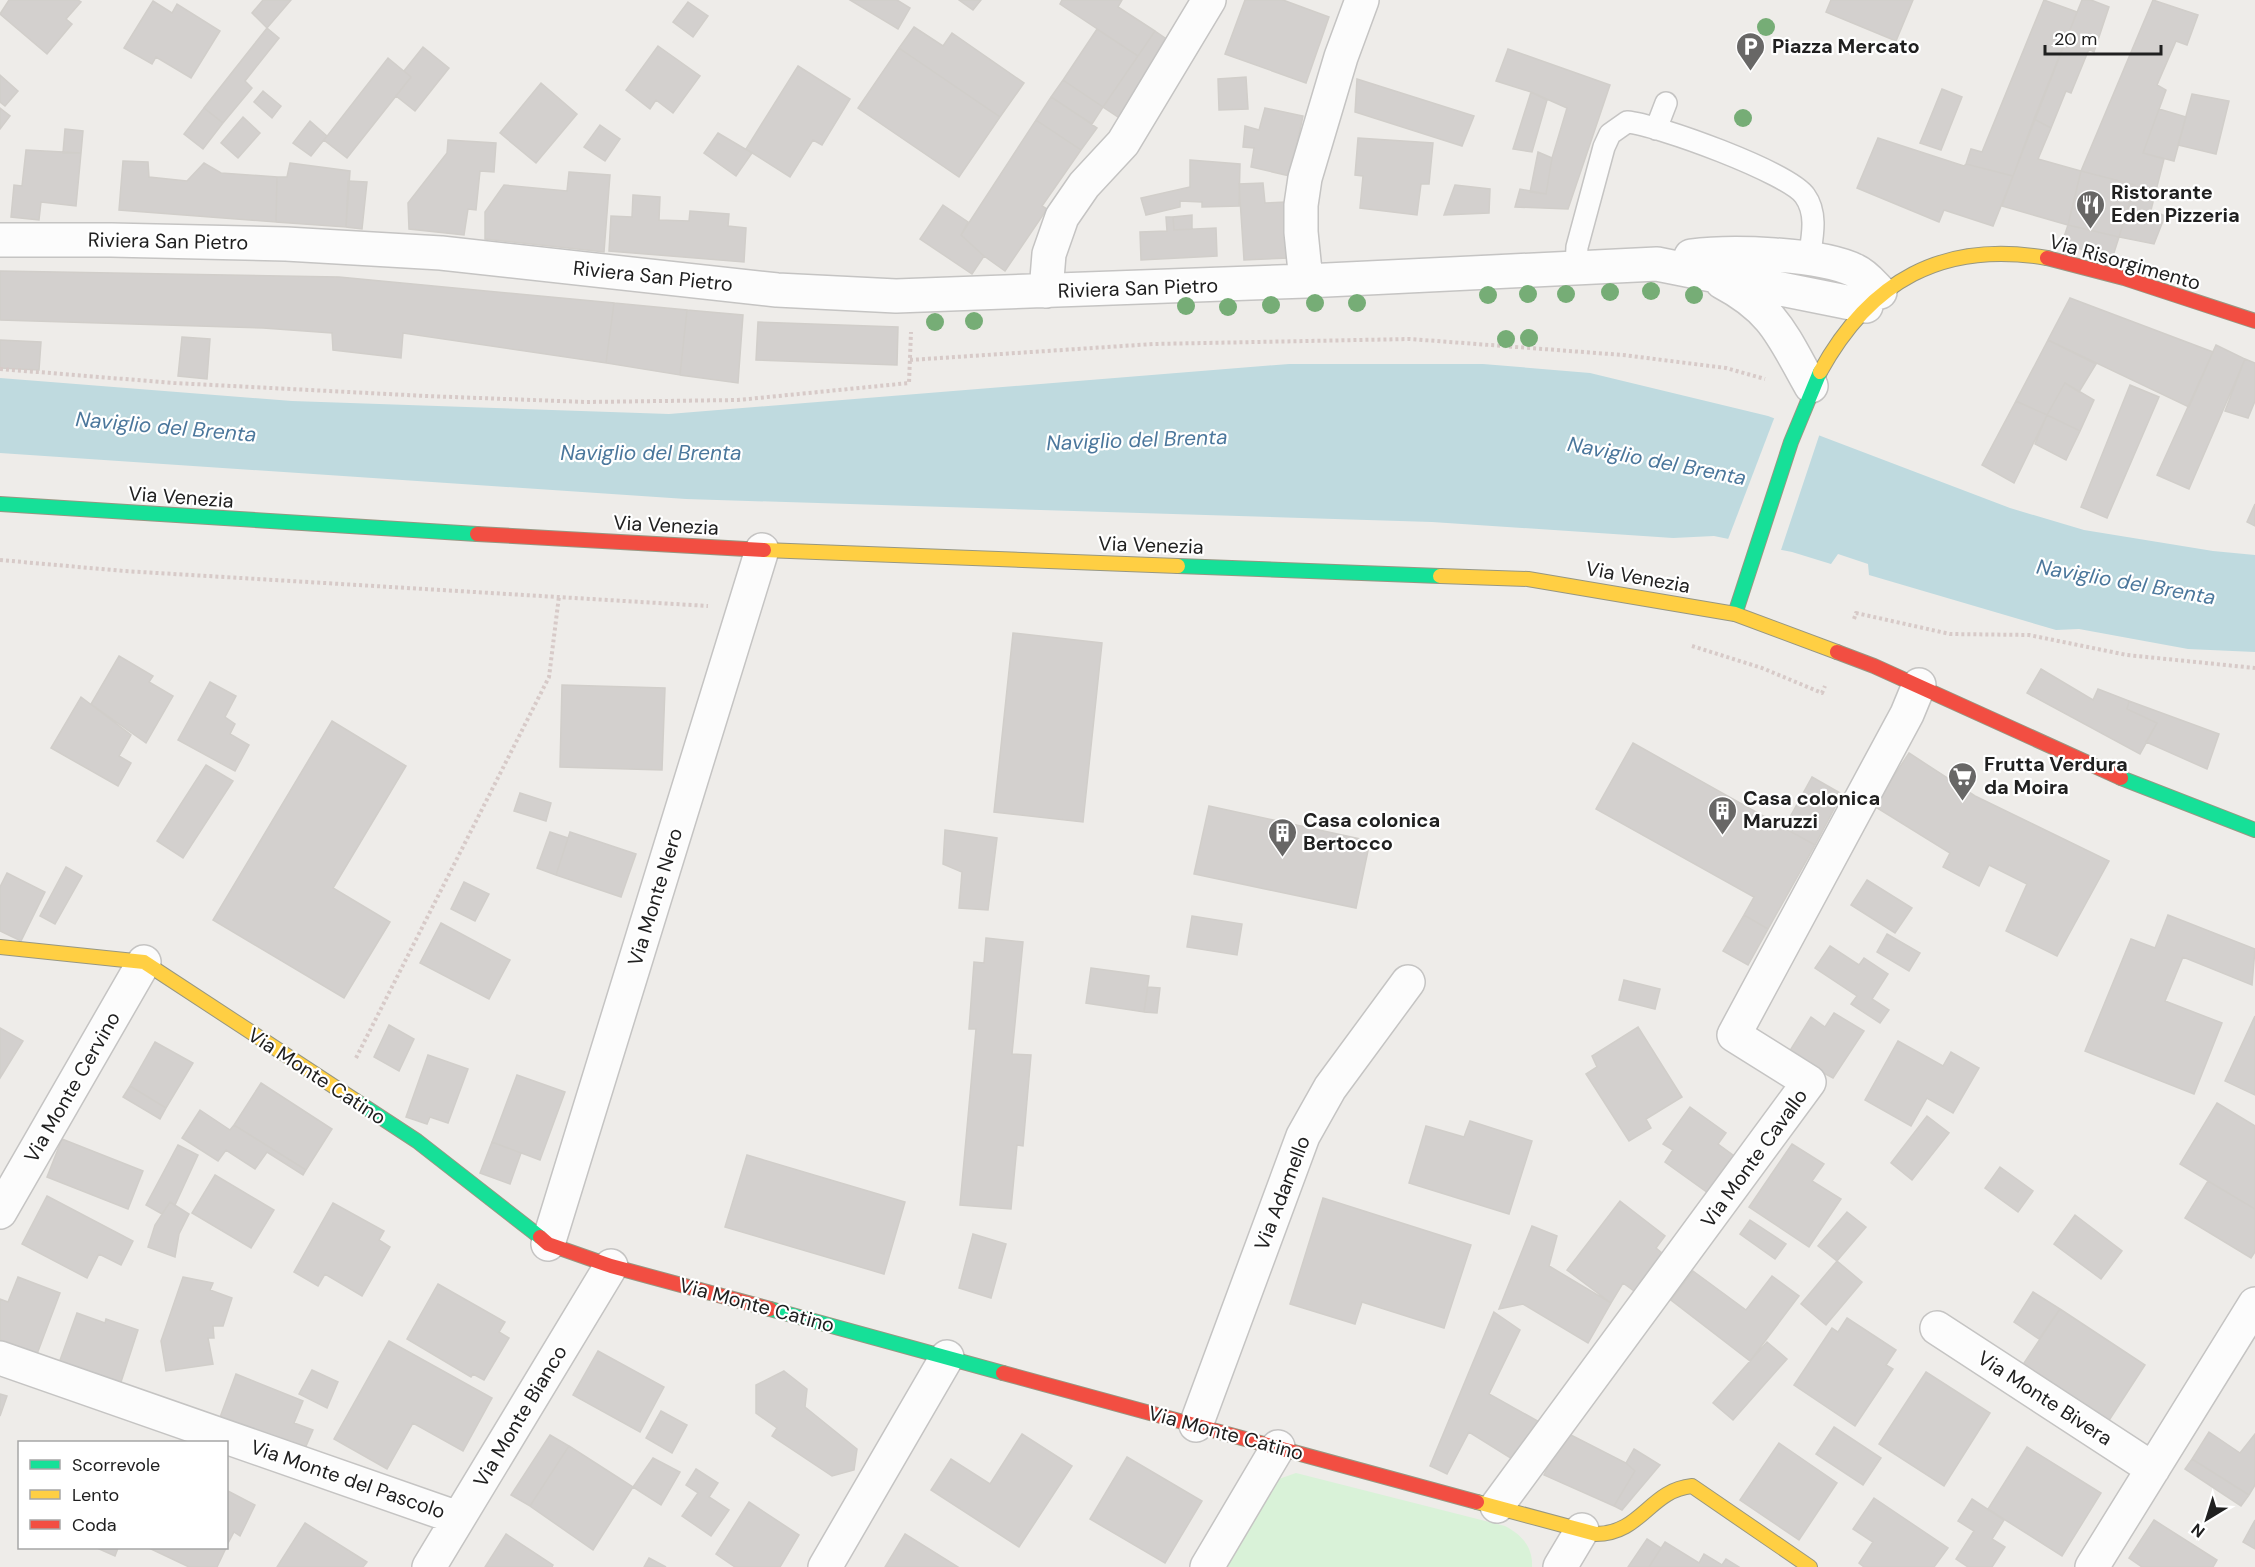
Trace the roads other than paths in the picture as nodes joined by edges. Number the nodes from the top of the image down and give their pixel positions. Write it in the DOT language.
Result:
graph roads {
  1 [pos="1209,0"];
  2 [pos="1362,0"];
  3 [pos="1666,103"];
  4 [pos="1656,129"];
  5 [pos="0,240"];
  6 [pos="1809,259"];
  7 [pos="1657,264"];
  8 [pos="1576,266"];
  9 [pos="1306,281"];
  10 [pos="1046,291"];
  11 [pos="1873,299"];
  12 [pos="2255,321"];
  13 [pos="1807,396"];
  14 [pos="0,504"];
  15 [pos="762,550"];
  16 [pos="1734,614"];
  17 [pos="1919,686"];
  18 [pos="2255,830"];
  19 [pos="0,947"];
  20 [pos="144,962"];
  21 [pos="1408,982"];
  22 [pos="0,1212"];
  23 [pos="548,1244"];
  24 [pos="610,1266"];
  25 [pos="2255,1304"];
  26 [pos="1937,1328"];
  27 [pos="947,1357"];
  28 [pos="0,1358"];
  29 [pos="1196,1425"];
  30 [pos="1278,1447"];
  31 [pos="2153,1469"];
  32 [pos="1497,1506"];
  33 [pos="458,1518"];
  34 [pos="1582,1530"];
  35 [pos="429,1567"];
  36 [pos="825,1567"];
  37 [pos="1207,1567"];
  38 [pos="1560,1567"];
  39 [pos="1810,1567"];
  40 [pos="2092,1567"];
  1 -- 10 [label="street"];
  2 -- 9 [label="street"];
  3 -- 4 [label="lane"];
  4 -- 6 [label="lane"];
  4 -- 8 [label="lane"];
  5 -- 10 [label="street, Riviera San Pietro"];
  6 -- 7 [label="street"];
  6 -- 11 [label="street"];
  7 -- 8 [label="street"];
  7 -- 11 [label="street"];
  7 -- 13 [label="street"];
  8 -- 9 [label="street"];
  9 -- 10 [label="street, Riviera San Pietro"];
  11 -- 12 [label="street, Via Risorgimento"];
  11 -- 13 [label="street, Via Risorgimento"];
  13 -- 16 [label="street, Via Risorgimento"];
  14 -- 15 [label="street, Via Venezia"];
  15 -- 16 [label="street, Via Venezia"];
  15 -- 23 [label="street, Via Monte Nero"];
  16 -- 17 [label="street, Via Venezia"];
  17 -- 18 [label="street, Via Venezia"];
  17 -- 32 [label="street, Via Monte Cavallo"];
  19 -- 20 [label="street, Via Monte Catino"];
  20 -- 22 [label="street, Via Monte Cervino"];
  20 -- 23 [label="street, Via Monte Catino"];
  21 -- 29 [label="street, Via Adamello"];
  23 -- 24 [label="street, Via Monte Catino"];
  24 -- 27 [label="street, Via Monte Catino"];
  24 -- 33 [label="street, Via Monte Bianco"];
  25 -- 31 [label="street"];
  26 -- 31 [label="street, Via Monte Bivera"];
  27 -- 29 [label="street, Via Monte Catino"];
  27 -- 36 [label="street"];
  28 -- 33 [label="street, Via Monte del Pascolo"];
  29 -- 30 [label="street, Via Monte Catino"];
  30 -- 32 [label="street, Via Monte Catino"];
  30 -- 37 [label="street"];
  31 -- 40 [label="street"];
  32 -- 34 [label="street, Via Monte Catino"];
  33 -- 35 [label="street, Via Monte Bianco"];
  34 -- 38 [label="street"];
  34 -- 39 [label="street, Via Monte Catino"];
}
-*-
INSTRUCTIONS FOR THE TASK:
Please find every line in the listing that holds the string "Risorgimento" and copy it.

TASK OUTPUT:
  11 -- 12 [label="street, Via Risorgimento"];
  11 -- 13 [label="street, Via Risorgimento"];
  13 -- 16 [label="street, Via Risorgimento"];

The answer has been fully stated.